No pensamento platônico, a vocação do filosofo, no caso discutido em tela, o Estado Juiz, é sempre a de descobrir a unidade essencial dos seres, escondida pela multiplicidade aparente dos fenômenos. A esta unidade essencial, Platão deu o nome de idéia (COMPARATO, FABIO CONDER, 2006, ETICA, pág 439). Desta feita o julgamento é formado a partir de uma idéia, uma unidade de pensamento investigativo acerca do objeto, o homem em si, perante a coletividade, perante o Estado e as Corporações privadas.

Daí se conclui que o para exprimir esse modelo abstrato das coisas que variam concretamente na individualidade de cada caso ser indispensável o saber racional, conforme criação Socrática (COMPARATO, FABIO CONDER, 2006, ETICA, pág 440).

Crescimento da população e jurisdição

Pode ocorrer que a Constituição das leis, seja livre, liberte o cidadão e que o cidadão não seja. Neste contexto, o cidadão será livre de fato e não de direito, para que servem as leis e a quem atendem. (Montesquieu, O Espírito das Leis, ed.Martins Fontes, 2005, pá.197).

Na maioria dos Estado a liberdade é incomoda, é combatida, e ferida pela Constituição das leis, ainda que se tente preservar a liberdade individual, que consiste no exercício de vontade de cada um , ou melhor, na liberdade de expressar opiniões, a liberdade do Estado consiste em dar segurança aos seus jurisdicionados (Montesquieu, O Espírito das Leis, ed.Martins Fontes, 2005, pá.198).

Por conseguinte, nos vemos de outro dilema, a liberdade individual, a concepção racional de cada indivíduo acerca de cada fato, processo abstrato, o papel do Estado Juiz na tutela da proteção do direito, tanto individual quanto coletivo, e a expectativa de uma resposta aproximada da realização do justo. Junta a isso a forma como cada indivíduo foi educado e de que forma esta educação foi processada por cada um, valores, princípios.

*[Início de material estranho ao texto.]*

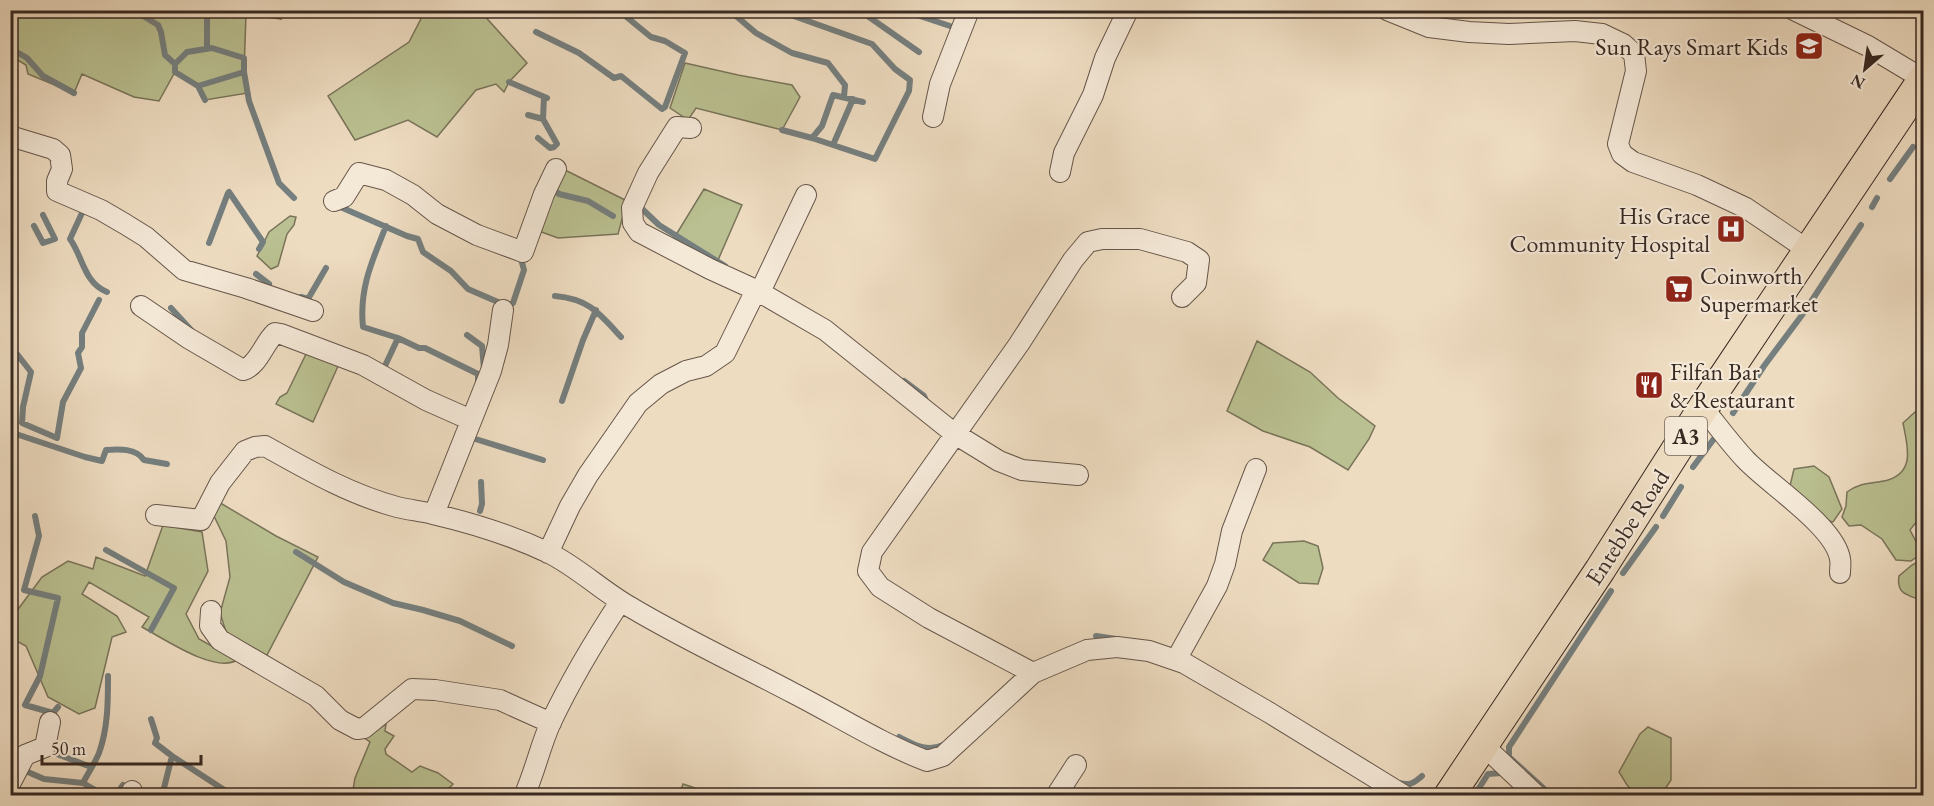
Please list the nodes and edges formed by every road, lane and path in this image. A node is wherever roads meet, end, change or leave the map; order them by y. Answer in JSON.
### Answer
{"nodes":[{"id":1,"x":969,"y":10,"type":"edge"},
{"id":2,"x":1128,"y":10,"type":"edge"},
{"id":3,"x":1387,"y":10,"type":"edge"},
{"id":4,"x":1794,"y":10,"type":"edge"},
{"id":5,"x":1923,"y":78,"type":"edge"},
{"id":6,"x":933,"y":117,"type":"dead end"},
{"id":7,"x":691,"y":128,"type":"dead end"},
{"id":8,"x":10,"y":136,"type":"edge"},
{"id":9,"x":556,"y":169,"type":"dead end"},
{"id":10,"x":1060,"y":172,"type":"dead end"},
{"id":11,"x":806,"y":195,"type":"dead end"},
{"id":12,"x":334,"y":201,"type":"dead end"},
{"id":13,"x":1808,"y":250,"type":"junction"},
{"id":14,"x":758,"y":291,"type":"junction"},
{"id":15,"x":1182,"y":297,"type":"dead end"},
{"id":16,"x":141,"y":306,"type":"dead end"},
{"id":17,"x":503,"y":310,"type":"dead end"},
{"id":18,"x":313,"y":311,"type":"dead end"},
{"id":19,"x":1703,"y":408,"type":"junction"},
{"id":20,"x":471,"y":420,"type":"junction"},
{"id":21,"x":955,"y":434,"type":"junction"},
{"id":22,"x":1256,"y":469,"type":"dead end"},
{"id":23,"x":1078,"y":475,"type":"dead end"},
{"id":24,"x":434,"y":514,"type":"junction"},
{"id":25,"x":156,"y":515,"type":"dead end"},
{"id":26,"x":548,"y":553,"type":"junction"},
{"id":27,"x":1840,"y":573,"type":"dead end"},
{"id":28,"x":620,"y":602,"type":"junction"},
{"id":29,"x":211,"y":611,"type":"dead end"},
{"id":30,"x":1176,"y":660,"type":"junction"},
{"id":31,"x":1033,"y":673,"type":"junction"},
{"id":32,"x":50,"y":722,"type":"dead end"},
{"id":33,"x":551,"y":723,"type":"junction"},
{"id":34,"x":1483,"y":745,"type":"junction"},
{"id":35,"x":1076,"y":765,"type":"dead end"},
{"id":36,"x":10,"y":784,"type":"edge"},
{"id":37,"x":524,"y":795,"type":"edge"},
{"id":38,"x":1056,"y":795,"type":"edge"},
{"id":39,"x":1405,"y":795,"type":"edge"},
{"id":40,"x":1449,"y":795,"type":"edge"},
{"id":41,"x":1537,"y":795,"type":"edge"}],
"edges":[{"from":1,"to":6,"type":"street"},
{"from":2,"to":10,"type":"street"},
{"from":3,"to":13,"type":"street"},
{"from":4,"to":5,"type":"street"},
{"from":5,"to":13,"type":"main road","name":"Entebbe Road","number":"A3"},
{"from":7,"to":14,"type":"street"},
{"from":8,"to":18,"type":"street"},
{"from":9,"to":12,"type":"street"},
{"from":11,"to":14,"type":"street"},
{"from":13,"to":19,"type":"main road","name":"Entebbe Road","number":"A3"},
{"from":14,"to":21,"type":"street"},
{"from":14,"to":26,"type":"street"},
{"from":15,"to":21,"type":"street"},
{"from":16,"to":20,"type":"street"},
{"from":17,"to":20,"type":"street"},
{"from":19,"to":27,"type":"street"},
{"from":19,"to":34,"type":"main road","name":"Entebbe Road","number":"A3"},
{"from":20,"to":24,"type":"street"},
{"from":21,"to":23,"type":"street"},
{"from":21,"to":31,"type":"street"},
{"from":22,"to":30,"type":"street"},
{"from":24,"to":25,"type":"street"},
{"from":24,"to":26,"type":"street"},
{"from":26,"to":28,"type":"street"},
{"from":28,"to":31,"type":"street"},
{"from":28,"to":33,"type":"street"},
{"from":29,"to":33,"type":"street"},
{"from":30,"to":31,"type":"street"},
{"from":30,"to":39,"type":"street"},
{"from":32,"to":36,"type":"street"},
{"from":33,"to":37,"type":"street"},
{"from":34,"to":40,"type":"main road","name":"Entebbe Road","number":"A3"},
{"from":34,"to":41,"type":"street"},
{"from":35,"to":38,"type":"street"}]}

Conseguiria o Estado proporcionar respostas adequadas que correspondessem a expectativa de cada jurisdicionado, por exemplo, determinado indivíduo adquiriu um aparelho celular e este veio a apresentou vício em seu funcionamento, entretanto, por pura ignorância acerca do fato, costumava este indivíduo tomar banho utilizando o produto para ouvir música. Ocorre que, em consequência do seu ato, pura e exclusivamente, ocorreu a oxidação de peças fundamentais ao seu funcionamento.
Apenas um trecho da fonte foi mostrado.